+++ MATERIAL FOR THE TASK +++
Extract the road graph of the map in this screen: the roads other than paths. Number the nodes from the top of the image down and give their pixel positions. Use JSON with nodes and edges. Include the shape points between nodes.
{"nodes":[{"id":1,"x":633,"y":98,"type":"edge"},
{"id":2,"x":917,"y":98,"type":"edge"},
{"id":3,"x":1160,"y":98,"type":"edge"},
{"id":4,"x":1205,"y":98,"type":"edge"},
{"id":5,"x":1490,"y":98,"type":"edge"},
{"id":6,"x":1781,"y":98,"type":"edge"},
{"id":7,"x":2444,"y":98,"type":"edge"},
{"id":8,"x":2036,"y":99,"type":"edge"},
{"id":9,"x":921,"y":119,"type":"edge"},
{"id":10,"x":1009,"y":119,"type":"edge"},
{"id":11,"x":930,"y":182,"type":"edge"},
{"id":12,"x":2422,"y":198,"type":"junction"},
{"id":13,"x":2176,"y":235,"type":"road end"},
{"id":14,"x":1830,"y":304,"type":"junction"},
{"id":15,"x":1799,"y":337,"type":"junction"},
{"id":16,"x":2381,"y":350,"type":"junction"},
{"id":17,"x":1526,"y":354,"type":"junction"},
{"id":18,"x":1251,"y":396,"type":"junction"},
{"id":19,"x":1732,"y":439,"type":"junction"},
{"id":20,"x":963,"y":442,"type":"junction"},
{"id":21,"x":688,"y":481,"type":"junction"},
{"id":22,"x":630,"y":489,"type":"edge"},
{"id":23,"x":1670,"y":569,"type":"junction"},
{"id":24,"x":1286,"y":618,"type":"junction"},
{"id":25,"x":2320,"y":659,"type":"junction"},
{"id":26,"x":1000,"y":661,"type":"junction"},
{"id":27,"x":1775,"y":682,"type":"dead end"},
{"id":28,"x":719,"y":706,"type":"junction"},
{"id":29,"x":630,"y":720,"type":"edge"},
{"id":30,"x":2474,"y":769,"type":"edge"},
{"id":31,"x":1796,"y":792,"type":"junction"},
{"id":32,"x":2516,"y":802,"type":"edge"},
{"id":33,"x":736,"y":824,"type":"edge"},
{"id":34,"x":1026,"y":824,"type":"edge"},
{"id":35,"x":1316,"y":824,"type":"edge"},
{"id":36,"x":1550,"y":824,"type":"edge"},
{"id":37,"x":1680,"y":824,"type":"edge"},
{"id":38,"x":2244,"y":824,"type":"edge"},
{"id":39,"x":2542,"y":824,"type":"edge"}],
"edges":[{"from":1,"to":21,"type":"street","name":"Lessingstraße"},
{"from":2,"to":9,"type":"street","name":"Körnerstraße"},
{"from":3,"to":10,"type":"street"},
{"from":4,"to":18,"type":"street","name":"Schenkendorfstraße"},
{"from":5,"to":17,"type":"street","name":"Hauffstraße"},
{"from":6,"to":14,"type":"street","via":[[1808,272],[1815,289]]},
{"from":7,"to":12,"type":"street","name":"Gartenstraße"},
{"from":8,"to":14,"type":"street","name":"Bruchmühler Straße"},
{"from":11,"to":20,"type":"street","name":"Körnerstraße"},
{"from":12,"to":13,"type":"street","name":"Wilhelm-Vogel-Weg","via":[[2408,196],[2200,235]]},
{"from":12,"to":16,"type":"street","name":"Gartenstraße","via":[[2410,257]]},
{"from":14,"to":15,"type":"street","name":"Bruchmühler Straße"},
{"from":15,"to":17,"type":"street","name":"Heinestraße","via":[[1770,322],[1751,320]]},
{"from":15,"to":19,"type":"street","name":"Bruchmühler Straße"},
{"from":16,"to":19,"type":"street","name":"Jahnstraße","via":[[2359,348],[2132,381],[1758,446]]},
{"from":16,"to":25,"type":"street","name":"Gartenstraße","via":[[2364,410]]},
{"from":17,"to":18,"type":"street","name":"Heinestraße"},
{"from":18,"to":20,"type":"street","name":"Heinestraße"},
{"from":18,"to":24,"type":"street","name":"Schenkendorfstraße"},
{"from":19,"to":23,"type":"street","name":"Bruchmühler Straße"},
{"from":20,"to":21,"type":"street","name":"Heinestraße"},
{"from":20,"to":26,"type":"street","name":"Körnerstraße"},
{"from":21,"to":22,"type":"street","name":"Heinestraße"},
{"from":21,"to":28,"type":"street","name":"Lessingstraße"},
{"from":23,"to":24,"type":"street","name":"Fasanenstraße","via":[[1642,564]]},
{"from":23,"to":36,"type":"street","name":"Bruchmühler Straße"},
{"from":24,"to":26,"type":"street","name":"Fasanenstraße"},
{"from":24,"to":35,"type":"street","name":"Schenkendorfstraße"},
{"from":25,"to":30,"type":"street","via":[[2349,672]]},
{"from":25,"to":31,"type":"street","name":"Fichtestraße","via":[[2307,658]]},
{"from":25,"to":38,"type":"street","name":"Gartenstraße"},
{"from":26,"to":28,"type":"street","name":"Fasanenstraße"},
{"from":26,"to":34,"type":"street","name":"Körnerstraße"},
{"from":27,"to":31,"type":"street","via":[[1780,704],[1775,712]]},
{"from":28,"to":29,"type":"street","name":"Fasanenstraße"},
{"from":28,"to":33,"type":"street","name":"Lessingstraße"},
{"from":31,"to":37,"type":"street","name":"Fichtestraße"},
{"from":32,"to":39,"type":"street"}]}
+++
» TASK ITEM
Set down the whole listing again. Keep every word as it is.

» THE COMPLETED TASK
Extract the road graph of the map in this screen: the roads other than paths. Number the nodes from the top of the image down and give their pixel positions. Use JSON with nodes and edges. Include the shape points between nodes.
{"nodes":[{"id":1,"x":633,"y":98,"type":"edge"},
{"id":2,"x":917,"y":98,"type":"edge"},
{"id":3,"x":1160,"y":98,"type":"edge"},
{"id":4,"x":1205,"y":98,"type":"edge"},
{"id":5,"x":1490,"y":98,"type":"edge"},
{"id":6,"x":1781,"y":98,"type":"edge"},
{"id":7,"x":2444,"y":98,"type":"edge"},
{"id":8,"x":2036,"y":99,"type":"edge"},
{"id":9,"x":921,"y":119,"type":"edge"},
{"id":10,"x":1009,"y":119,"type":"edge"},
{"id":11,"x":930,"y":182,"type":"edge"},
{"id":12,"x":2422,"y":198,"type":"junction"},
{"id":13,"x":2176,"y":235,"type":"road end"},
{"id":14,"x":1830,"y":304,"type":"junction"},
{"id":15,"x":1799,"y":337,"type":"junction"},
{"id":16,"x":2381,"y":350,"type":"junction"},
{"id":17,"x":1526,"y":354,"type":"junction"},
{"id":18,"x":1251,"y":396,"type":"junction"},
{"id":19,"x":1732,"y":439,"type":"junction"},
{"id":20,"x":963,"y":442,"type":"junction"},
{"id":21,"x":688,"y":481,"type":"junction"},
{"id":22,"x":630,"y":489,"type":"edge"},
{"id":23,"x":1670,"y":569,"type":"junction"},
{"id":24,"x":1286,"y":618,"type":"junction"},
{"id":25,"x":2320,"y":659,"type":"junction"},
{"id":26,"x":1000,"y":661,"type":"junction"},
{"id":27,"x":1775,"y":682,"type":"dead end"},
{"id":28,"x":719,"y":706,"type":"junction"},
{"id":29,"x":630,"y":720,"type":"edge"},
{"id":30,"x":2474,"y":769,"type":"edge"},
{"id":31,"x":1796,"y":792,"type":"junction"},
{"id":32,"x":2516,"y":802,"type":"edge"},
{"id":33,"x":736,"y":824,"type":"edge"},
{"id":34,"x":1026,"y":824,"type":"edge"},
{"id":35,"x":1316,"y":824,"type":"edge"},
{"id":36,"x":1550,"y":824,"type":"edge"},
{"id":37,"x":1680,"y":824,"type":"edge"},
{"id":38,"x":2244,"y":824,"type":"edge"},
{"id":39,"x":2542,"y":824,"type":"edge"}],
"edges":[{"from":1,"to":21,"type":"street","name":"Lessingstraße"},
{"from":2,"to":9,"type":"street","name":"Körnerstraße"},
{"from":3,"to":10,"type":"street"},
{"from":4,"to":18,"type":"street","name":"Schenkendorfstraße"},
{"from":5,"to":17,"type":"street","name":"Hauffstraße"},
{"from":6,"to":14,"type":"street","via":[[1808,272],[1815,289]]},
{"from":7,"to":12,"type":"street","name":"Gartenstraße"},
{"from":8,"to":14,"type":"street","name":"Bruchmühler Straße"},
{"from":11,"to":20,"type":"street","name":"Körnerstraße"},
{"from":12,"to":13,"type":"street","name":"Wilhelm-Vogel-Weg","via":[[2408,196],[2200,235]]},
{"from":12,"to":16,"type":"street","name":"Gartenstraße","via":[[2410,257]]},
{"from":14,"to":15,"type":"street","name":"Bruchmühler Straße"},
{"from":15,"to":17,"type":"street","name":"Heinestraße","via":[[1770,322],[1751,320]]},
{"from":15,"to":19,"type":"street","name":"Bruchmühler Straße"},
{"from":16,"to":19,"type":"street","name":"Jahnstraße","via":[[2359,348],[2132,381],[1758,446]]},
{"from":16,"to":25,"type":"street","name":"Gartenstraße","via":[[2364,410]]},
{"from":17,"to":18,"type":"street","name":"Heinestraße"},
{"from":18,"to":20,"type":"street","name":"Heinestraße"},
{"from":18,"to":24,"type":"street","name":"Schenkendorfstraße"},
{"from":19,"to":23,"type":"street","name":"Bruchmühler Straße"},
{"from":20,"to":21,"type":"street","name":"Heinestraße"},
{"from":20,"to":26,"type":"street","name":"Körnerstraße"},
{"from":21,"to":22,"type":"street","name":"Heinestraße"},
{"from":21,"to":28,"type":"street","name":"Lessingstraße"},
{"from":23,"to":24,"type":"street","name":"Fasanenstraße","via":[[1642,564]]},
{"from":23,"to":36,"type":"street","name":"Bruchmühler Straße"},
{"from":24,"to":26,"type":"street","name":"Fasanenstraße"},
{"from":24,"to":35,"type":"street","name":"Schenkendorfstraße"},
{"from":25,"to":30,"type":"street","via":[[2349,672]]},
{"from":25,"to":31,"type":"street","name":"Fichtestraße","via":[[2307,658]]},
{"from":25,"to":38,"type":"street","name":"Gartenstraße"},
{"from":26,"to":28,"type":"street","name":"Fasanenstraße"},
{"from":26,"to":34,"type":"street","name":"Körnerstraße"},
{"from":27,"to":31,"type":"street","via":[[1780,704],[1775,712]]},
{"from":28,"to":29,"type":"street","name":"Fasanenstraße"},
{"from":28,"to":33,"type":"street","name":"Lessingstraße"},
{"from":31,"to":37,"type":"street","name":"Fichtestraße"},
{"from":32,"to":39,"type":"street"}]}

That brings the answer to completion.